The Heroines

Denise Keller

is honored with a Brick from Mark Ayesh.

 Denise  Keller If you asked Denise Keller how having cancer changed her life, she would tell you it taught her to concentrate on what truly matters and not worry about what others think of her. It taught her that if she can go through cancer and survive she can face anything. It taught her that people can't resist rubbing a bald head!! Having cancer taught her all this, but she taught us her family and friends more important life lessons.

Denise was a typical 17-year-old teenage girl in September of 1996, starting her senior year of high school when she went to the doctor for a nagging neck soreness that we attributed to a possible P.E. injury. One surgery and 10 days of agony waiting for a diagnosis from the Mayo Clinic revealed that our only child had Large Cell Lymphoma that was not only in the lymph nodes in her neck but had also spread to a lymph node in her chest. The picture of her shown here is her senior picture and it was taken less than 24 hours after she found out she had cancer.

We, her family and friends were devastated of course. We tried not to show her our worry and fear so as not to scare her. We weren't sure how to act around her or how she would react to the news. That's when our life lessons started.

To our surprise this slightly spoiled (although she'd deny that) only child NEVER complained about her rotten fate. She never asked "why me?" She accepted her cancer for what it was to her an inconvenience that got in her way and slowed her down from accomplishing her goals. She had planned to graduate a semester early but the treatments and her reaction to them prevented her from attending school the first semester. The school was very understanding and gave her the whole second semester to work at home to complete the first semester so she could graduate with her class. This she did, as well as continue to the best of her ability her daily exercise routine, and worked at her part time job when she could.

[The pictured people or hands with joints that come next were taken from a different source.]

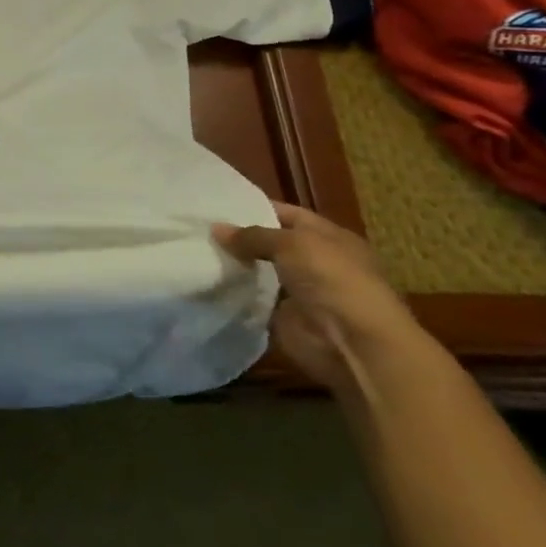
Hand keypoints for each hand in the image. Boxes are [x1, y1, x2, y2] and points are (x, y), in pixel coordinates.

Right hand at [213, 203, 433, 394]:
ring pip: (257, 271)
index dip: (253, 207)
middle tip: (197, 226)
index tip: (215, 203)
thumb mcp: (292, 243)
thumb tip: (216, 228)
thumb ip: (253, 235)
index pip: (286, 214)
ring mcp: (298, 291)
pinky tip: (203, 278)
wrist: (353, 344)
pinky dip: (232, 292)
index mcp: (328, 238)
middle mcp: (314, 262)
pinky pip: (251, 298)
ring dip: (232, 264)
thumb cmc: (332, 280)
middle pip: (269, 243)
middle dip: (238, 237)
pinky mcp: (282, 317)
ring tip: (192, 249)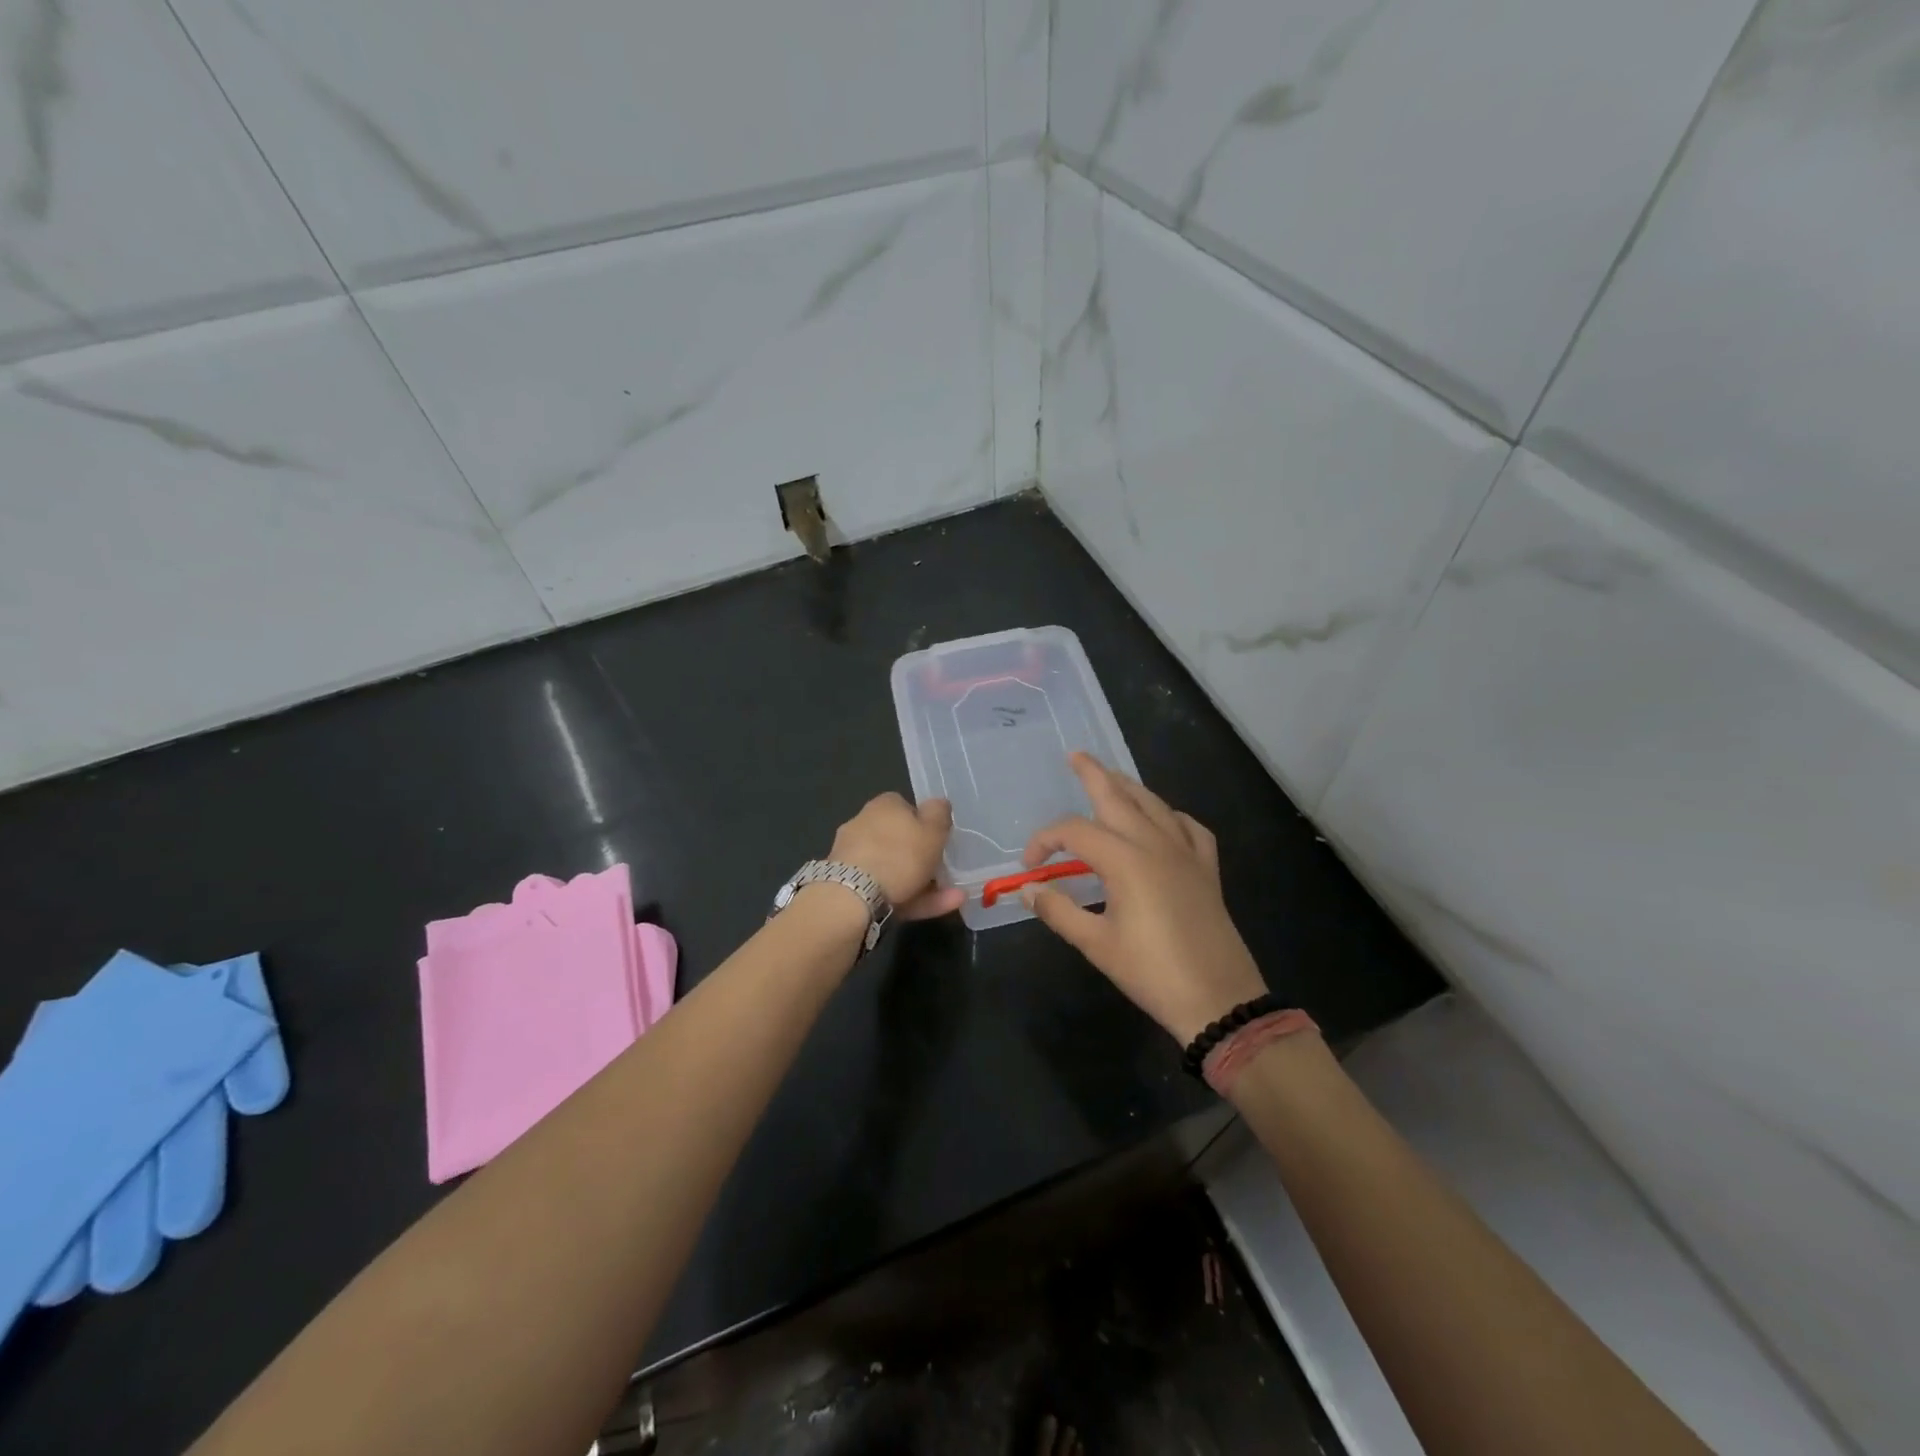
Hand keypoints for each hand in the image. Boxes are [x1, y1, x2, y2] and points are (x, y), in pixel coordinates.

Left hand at [829, 793, 965, 919]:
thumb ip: (940, 814)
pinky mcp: (850, 886)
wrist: (854, 896)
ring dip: (924, 883)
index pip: (906, 807)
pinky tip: (936, 908)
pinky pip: (886, 889)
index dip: (925, 823)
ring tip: (954, 897)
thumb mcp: (933, 829)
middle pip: (899, 840)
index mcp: (883, 805)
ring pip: (895, 869)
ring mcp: (854, 857)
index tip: (940, 840)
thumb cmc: (900, 855)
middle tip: (946, 873)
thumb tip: (938, 804)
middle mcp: (863, 825)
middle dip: (923, 858)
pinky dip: (910, 898)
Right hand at [1021, 754, 1266, 1042]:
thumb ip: (1059, 911)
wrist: (1218, 1000)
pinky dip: (1171, 816)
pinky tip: (1163, 821)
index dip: (1044, 840)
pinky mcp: (1206, 869)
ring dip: (1130, 788)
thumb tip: (1027, 890)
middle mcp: (1156, 844)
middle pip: (1119, 797)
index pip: (1074, 832)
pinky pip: (1189, 827)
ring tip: (1112, 778)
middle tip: (1076, 756)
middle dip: (1094, 774)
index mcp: (1125, 860)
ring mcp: (1186, 854)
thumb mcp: (1096, 945)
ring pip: (1154, 805)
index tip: (1029, 866)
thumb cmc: (1151, 972)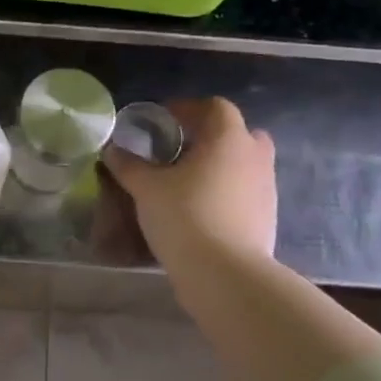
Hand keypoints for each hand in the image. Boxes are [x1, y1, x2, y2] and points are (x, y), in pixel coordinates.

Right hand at [102, 98, 276, 270]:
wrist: (224, 274)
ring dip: (219, 166)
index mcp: (228, 138)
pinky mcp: (268, 217)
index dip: (187, 108)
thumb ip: (129, 165)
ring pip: (243, 164)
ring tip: (187, 183)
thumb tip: (112, 150)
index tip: (162, 121)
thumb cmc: (185, 216)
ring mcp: (267, 188)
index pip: (214, 107)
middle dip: (210, 137)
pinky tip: (201, 210)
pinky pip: (246, 192)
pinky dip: (227, 193)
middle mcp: (254, 157)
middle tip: (180, 150)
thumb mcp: (146, 188)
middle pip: (237, 133)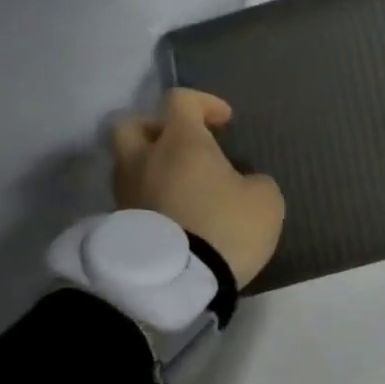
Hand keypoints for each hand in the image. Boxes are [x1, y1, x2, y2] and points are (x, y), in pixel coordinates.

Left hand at [111, 89, 284, 287]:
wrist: (177, 283)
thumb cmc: (225, 227)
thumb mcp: (265, 199)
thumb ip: (253, 181)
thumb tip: (240, 183)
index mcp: (180, 142)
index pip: (180, 100)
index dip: (204, 104)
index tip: (225, 122)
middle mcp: (144, 160)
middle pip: (132, 125)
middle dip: (158, 129)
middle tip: (185, 146)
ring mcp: (126, 194)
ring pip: (129, 165)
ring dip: (153, 167)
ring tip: (183, 187)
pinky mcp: (119, 226)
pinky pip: (134, 199)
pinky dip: (151, 198)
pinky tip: (176, 215)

Donna Horton, a dear woman who recently passed away from her own cancer, took her wig shopping and helped her pick out a wig that very closely resembled her own hair color and style. Donna understood how important it was to a teenager's self-esteem to look her best. When Denise's hair started to fall out she thought it made her look sicker than she felt, so late one night she grabbed her baseball cap and had me take her to an open beauty shop and instructed the surprised beautician to shave it all off. To our delight it turned out she has a beautifully shaped head. She wore her wig to work proudly the first day and received many honest compliments, but in true Denise style she just couldn't pass up the opportunity to pull the wig off and show everyone her bald head!!

Once when she overheard someone discreetly inquiring of me how she was doing, she later commented, "It's not like I'm really sick." When I amazingly inquired what she considered to be "really sick" she said, " You know, throwing up and all." We came to realize that although she knew and understood all the facts and the prognosis for her cancer she never once considered that she wouldn't survive it. Her wonderful sense of humor put those of us around her at ease by encouraging the teasing and jokes she received. She still laughs about how for Halloween we wanted to draw a felt pen face on the back of her bald head and have her wear her clothes backwards and back her up to the front door to pass out Halloween candy. Her positive attitude was an inspiration to us all.

An older man we knew was beginning to go through cancer treatment just as hers was ending. One day I saw his wife at the hospital and she told me that her husband had talked to her about chemo and radiation and Denise. He told his wife "If that little girl, can do it I can do it!" Others sought her out to talk to them, a man whose wife still fights ovarian cancer and even the dear lady who didn't know that she had cancer when she took Denise wig shopping.

Denise destroyed our image of the typical cancer victim. She continues to bring us joy and hope in the future. Her cancer will be in remission two years on Dec. 31, 1998.